The striking dissimilarity was topographical. Unlike those who sought relief from the crowdedness and monotony of city streets, proponents of the national parks unveiled their idea against the backdrop of the American West. Grand, monumental scenery was the physical catalyst. The pioneers and explorers who emerged from the more subdued environments of the East found the Rocky Mountains, Cascades, and Sierra Nevada overpowering in every respect. Cliffs and waterfalls thousands of feet high, canyons a mile deep, and soaring mountains covered with great conifers were awesome to people born and bred within reach of the Atlantic seaboard. It is therefore understandable why many national parks, as distinct from urban parks, were established long before their potential for recreation could be realized. In the West the protection of scenery by itself was justification enough for modifying the park idea.

As a visual experience, national parks went beyond the need for physical fitness or outdoor recreation. Indeed, the parks did not emerge merely as the end product of landscape appreciation for its own sake. Simply admiring the natural world was nothing unique to the people of the United States; the transcendentalists, including Ralph Waldo Emerson and Henry David Thoreau, themselves followed the example of the likes of Shelley, Byron, Wordsworth, and Keats. The intellectual subtleties of transcendentalism, in any case, could hardly sustain the national park idea in a country as firmly committed to material progress as the United States.

The decision not only to admire nature but to preserve it required stronger incentives. Specifically, the impulse to bridge the gap between appreciation and protection needed catalysts of unquestionable drama and visibility. In the fate of Niagara Falls Americans found a compelling reason to give preservation more than a passing thought. Although then recognized both at home and abroad as the nation's most magnificent natural spectacle, as early as 1830 the falls suffered the insults of so-called sharpers and hucksters of every kind. While some located adjacent to the cataract to tap its endless stream of power, still more came to fleece the growing number of tourists attracted by completion of the Erie Canal, and, close behind, the railroads. The mixed blessings of Niagara's popularity were soon apparent. Private developers quickly acquired the best overlooks, then forced travelers to pay handsomely for the privilege of using them. By 1860 gatehouses and fences rimmed the falls from every angle. No less offensive were hackmen, curio hawkers, and tour guides, who matched their dishonesty with annoying persistence. [9]
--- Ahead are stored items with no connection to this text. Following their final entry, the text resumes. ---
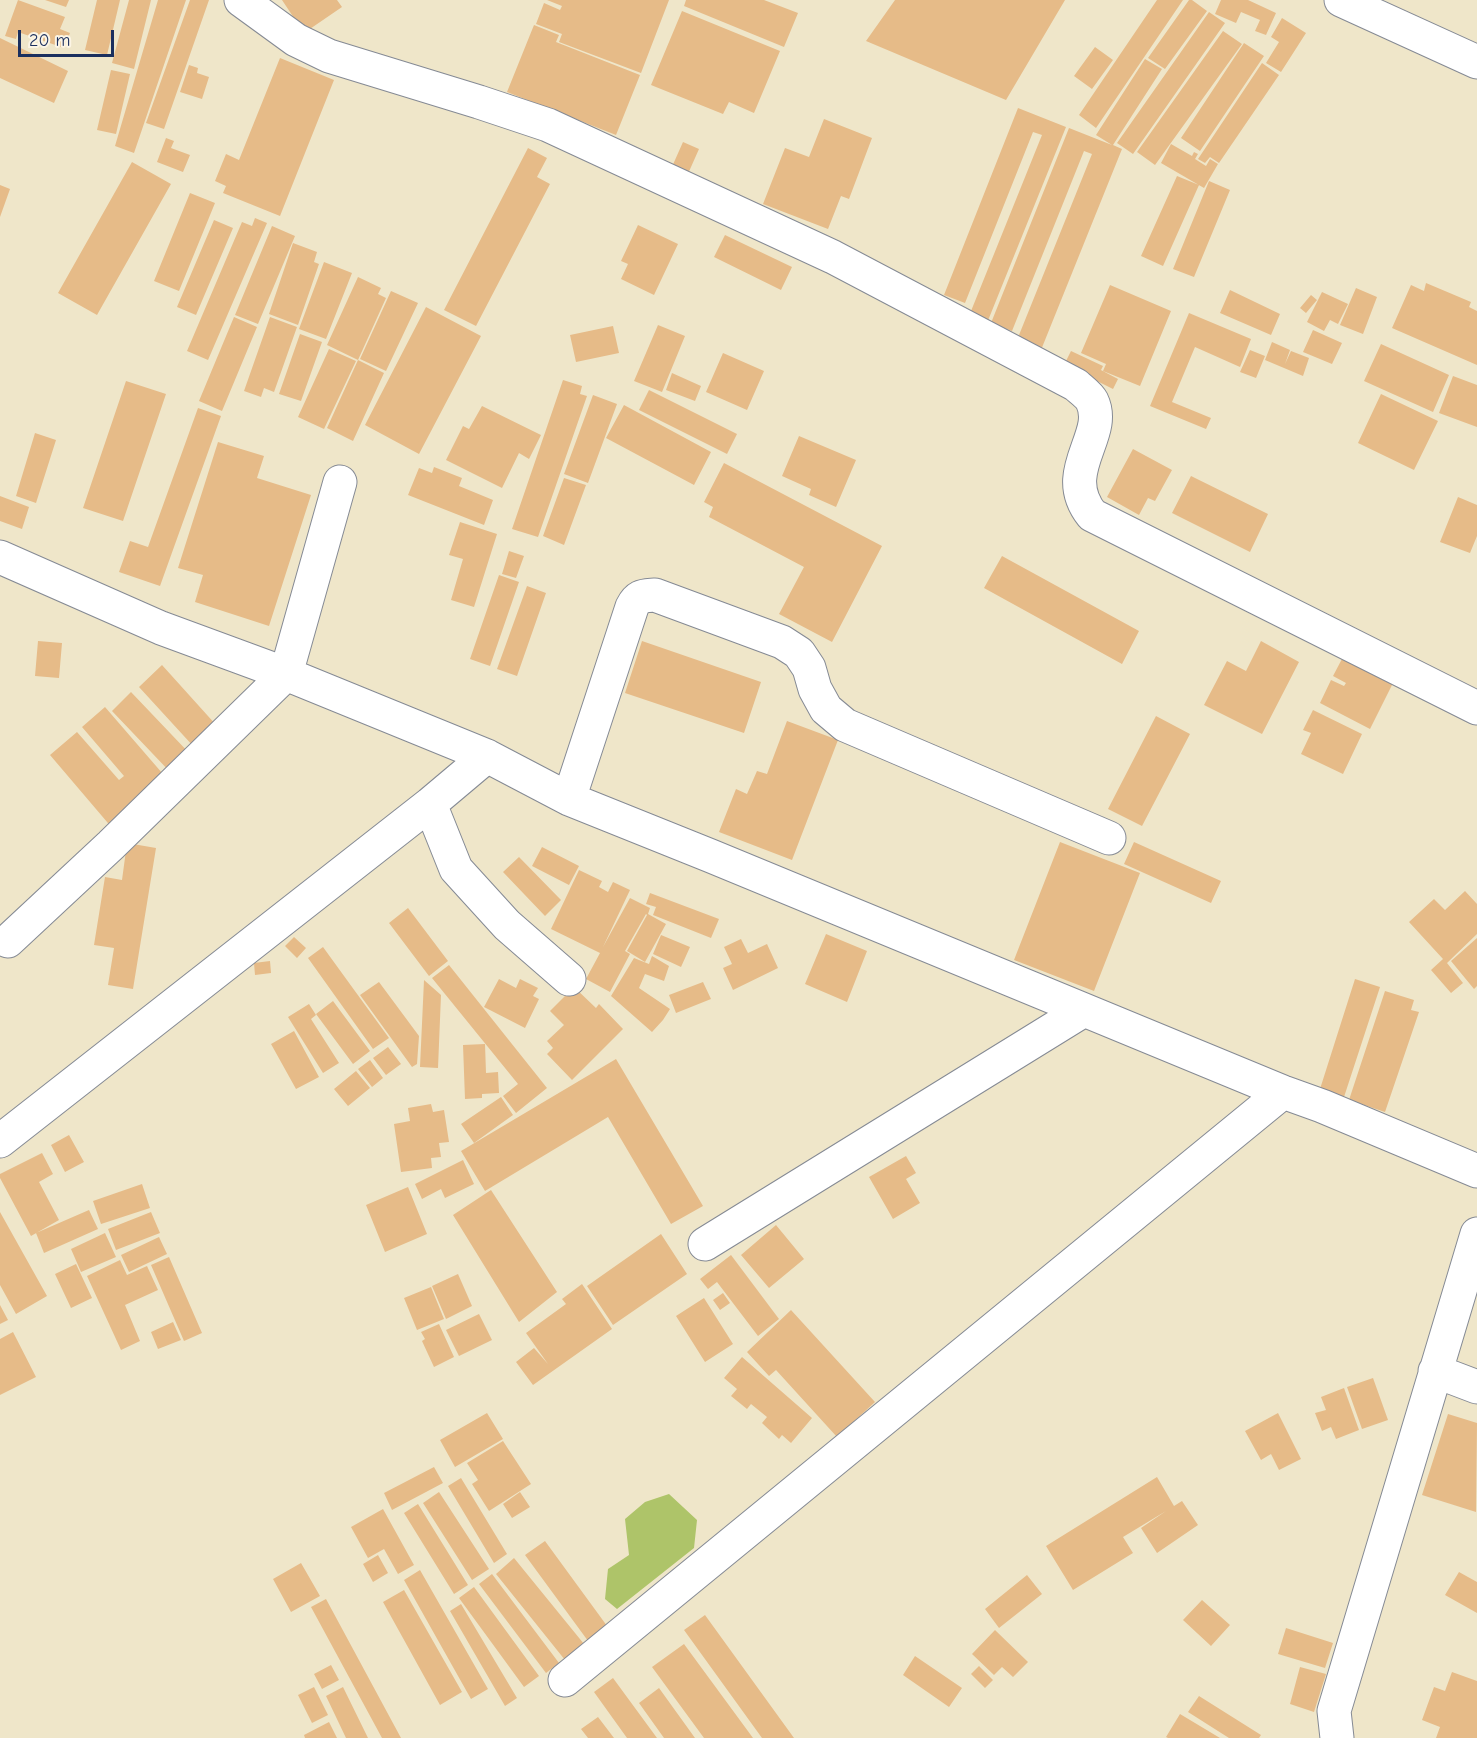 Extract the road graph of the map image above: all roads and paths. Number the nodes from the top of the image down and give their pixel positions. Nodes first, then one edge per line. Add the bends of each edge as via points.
1 (241, 0) edge
2 (1341, 0) edge
3 (1477, 63) edge
4 (340, 482) dead end
5 (0, 557) edge
6 (286, 674) junction
7 (1477, 708) edge
8 (487, 756) junction
9 (569, 799) junction
10 (430, 804) junction
11 (1109, 838) dead end
12 (8, 941) dead end
13 (568, 979) dead end
14 (1084, 1010) junction
15 (1283, 1092) junction
16 (0, 1141) edge
17 (1477, 1172) edge
18 (1477, 1234) edge
19 (705, 1244) dead end
20 (1435, 1371) junction
21 (1477, 1387) edge
22 (565, 1680) dead end
23 (1337, 1738) edge

1 - 7 street via 296,40 329,56 559,130 833,257 1076,385 1092,400 1096,419 1080,470 1079,492 1092,515
2 - 3 street
4 - 6 street
5 - 6 street via 160,628
6 - 8 street
6 - 12 street
8 - 9 street
8 - 10 street
9 - 11 street via 632,607 636,599 656,595 782,642 799,653 826,709 845,725
9 - 14 street
10 - 13 street via 456,869 507,925
10 - 16 street
14 - 15 street
14 - 19 street
15 - 17 street
15 - 22 street
18 - 20 street
20 - 21 street
20 - 23 street via 1334,1711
A continuous parade of European visitors and commentators embarrassed the nation by condemning the commercialization of Niagara. [10] To be sure, although half the falls belonged to Canada, few mentioned this fact in defense of the United States; if Americans had no pride in their portion of the falls, they deserved no excuse. Among the earliest critics to write in this vein was Alexis de Tocqueville. In 1831, during the extended visit to the United States that led to his classic work, Democracy in America, he urged a friend to "hasten" to Niagara if he wished "to see this place in its grandeur. If you delay," he warned, "your Niagara will have been spoiled for you. Already the forest round about is being cleared... . I don't give the Americans ten years to establish a saw or flour mill at the base of the cataract." [11]
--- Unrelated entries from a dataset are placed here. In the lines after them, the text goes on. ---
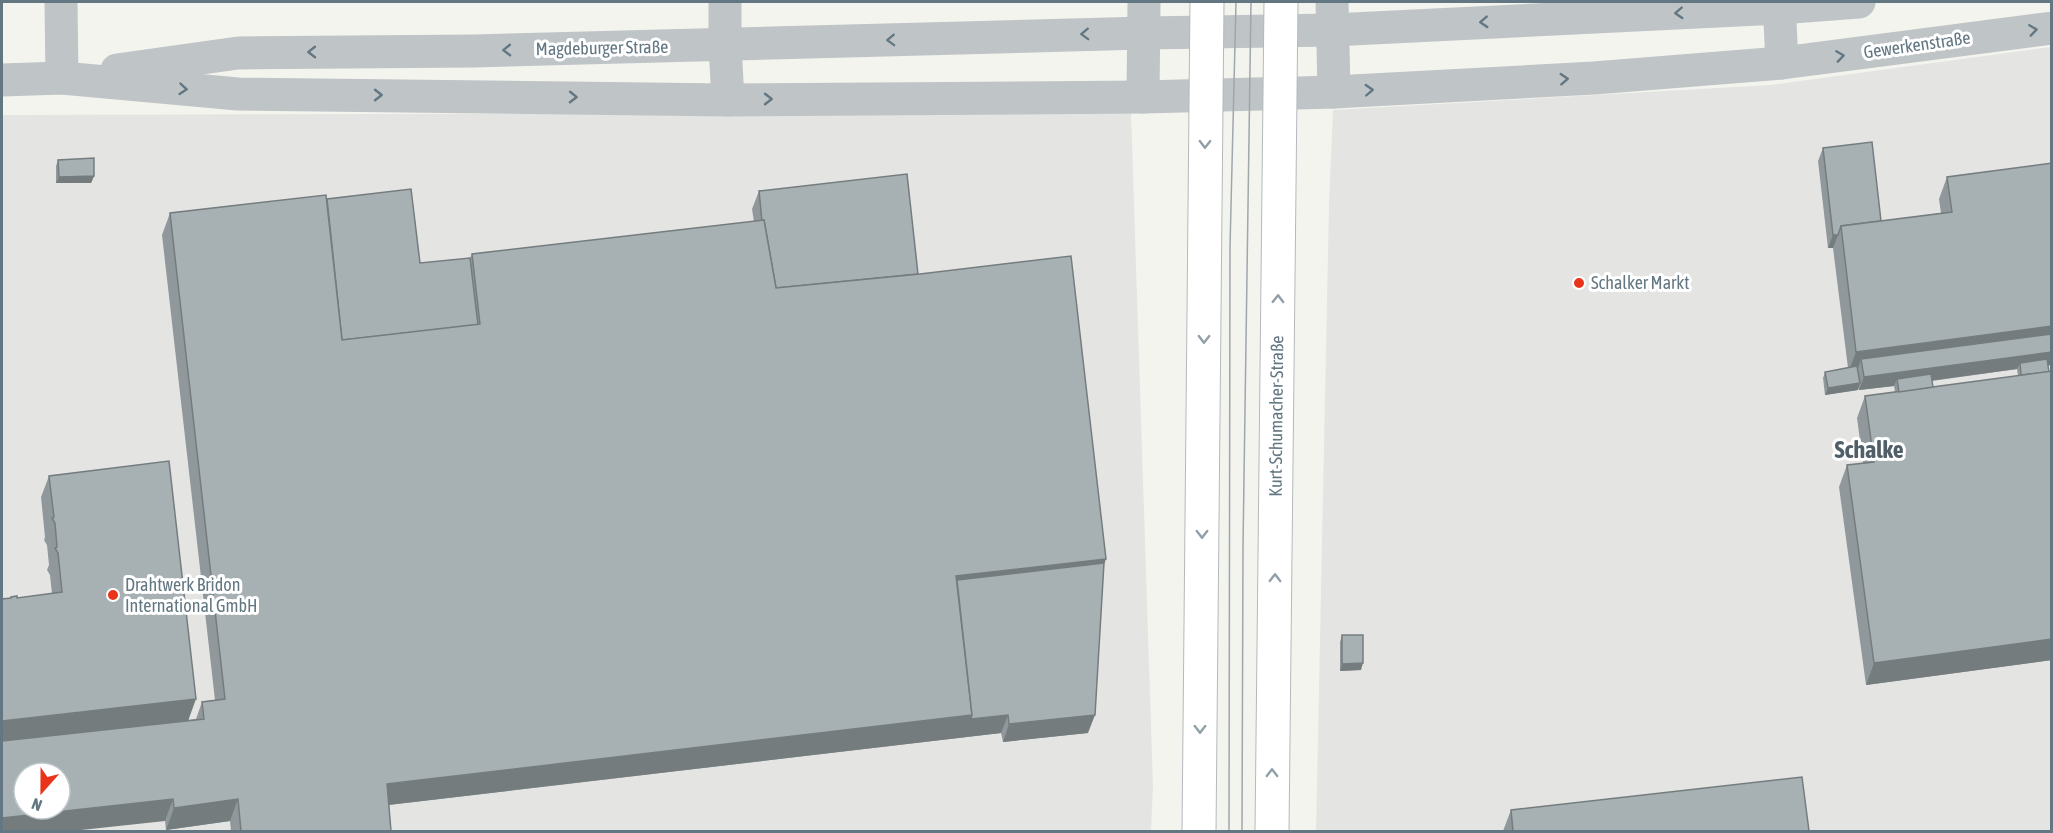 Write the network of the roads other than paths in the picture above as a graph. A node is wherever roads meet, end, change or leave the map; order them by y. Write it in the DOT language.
graph roads {
  1 [pos="61,2"];
  2 [pos="725,2"];
  3 [pos="1207,2"];
  4 [pos="1281,2"];
  5 [pos="1859,2"];
  6 [pos="1779,5"];
  7 [pos="1332,16"];
  8 [pos="1144,17"];
  9 [pos="2052,28"];
  10 [pos="725,45"];
  11 [pos="1782,63"];
  12 [pos="62,78"];
  13 [pos="2,80"];
  14 [pos="1334,92"];
  15 [pos="1143,97"];
  16 [pos="728,100"];
  17 [pos="1199,831"];
  18 [pos="1272,831"];
  1 -- 12 [label="street"];
  2 -- 10 [label="street"];
  3 -- 17 [label="main road, one-way, bridge"];
  18 -- 4 [label="main road, Kurt-Schumacher-Straße, one-way, bridge"];
  5 -- 6 [label="street"];
  6 -- 7 [label="street, one-way"];
  6 -- 11 [label="street"];
  7 -- 8 [label="street"];
  7 -- 14 [label="street"];
  8 -- 10 [label="street, Magdeburger Straße, one-way"];
  8 -- 15 [label="street"];
  11 -- 9 [label="street, Gewerkenstraße, one-way"];
  10 -- 12 [label="street, Magdeburger Straße, one-way"];
  10 -- 16 [label="street"];
  14 -- 11 [label="street, one-way"];
  12 -- 13 [label="street, Magdeburger Straße"];
  12 -- 16 [label="street, Magdeburger Straße, one-way"];
  14 -- 15 [label="street"];
  16 -- 15 [label="street, Magdeburger Straße, one-way"];
}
By 1834 Tocqueville's worst fears had been confirmed, most memorably in the observations of a pair of English Congregational ministers, Andrew Reed and James Matheson. They noted that the American side now boasted the "shabby town" of Manchester. "Manchester and the falls of Niagara!" They made no effort to veil their disgust. "One has hardly the patience to record these things." Surely some "universal voice ought to interfere and prevent the money-seekers." The divines followed with nothing less than an appeal for international protection of the cataract. "Niagara does not belong to [individuals]; Niagara does not belong to Canada or America," they asserted. Rather "such spots should be deemed the property of civilized mankind." Their destruction, after all, compromised "the tastes, the morals, and the enjoyments of all men." [12]
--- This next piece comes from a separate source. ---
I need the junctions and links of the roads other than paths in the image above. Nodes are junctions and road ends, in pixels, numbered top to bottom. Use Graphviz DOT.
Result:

If Reed and Matheson could have inspired their own countrymen to take action, perhaps England, and not the United States, would now be credited as the inventor of the national park idea. England certainly had a comparable opportunity, until Canada won its independence in 1867; the provinces boasted a variety of natural wonders, many on a par with those of the western United States. European countries simply lacked an equal provocation to originate the national park idea. If not for Great Britain, whose cultural identity was secure, for the United States each disparagement about its indifference to the fate of its natural wonders hit home. Although only verbal barbs, they unmistakably accused Americans of having no pride in themselves or in their past. "By George, you would think so indeed, if you had the chance of seeing the Falls of Niagara twice in ten years," said another English traveler, Sir Richard Henry Bonnycastle, repeating the popular charge in 1849. Granted, by now the fate of the falls was "a well-worn tale." Yet "so old a friend as the Falls of Niagara; for you must have read about those before you read Robinson Crusoe," surely deserved better than injury "by the Utilitarian mania." But "the Yankees [have] put an ugly shot tower on the brink of the Horseshoe," he lamented, "and they are about to consummate the barbarism by throwing a wire bridge ... over the river just below the American Fall.... What they will not do next in their freaks it is difficult to surmise," he concluded, then echoed Reed's and Matheson's disgust: "but it requires very little more to show that patriotism, taste, and self-esteem, are not the leading features in the character of the inhabitants of this part of the world." [13]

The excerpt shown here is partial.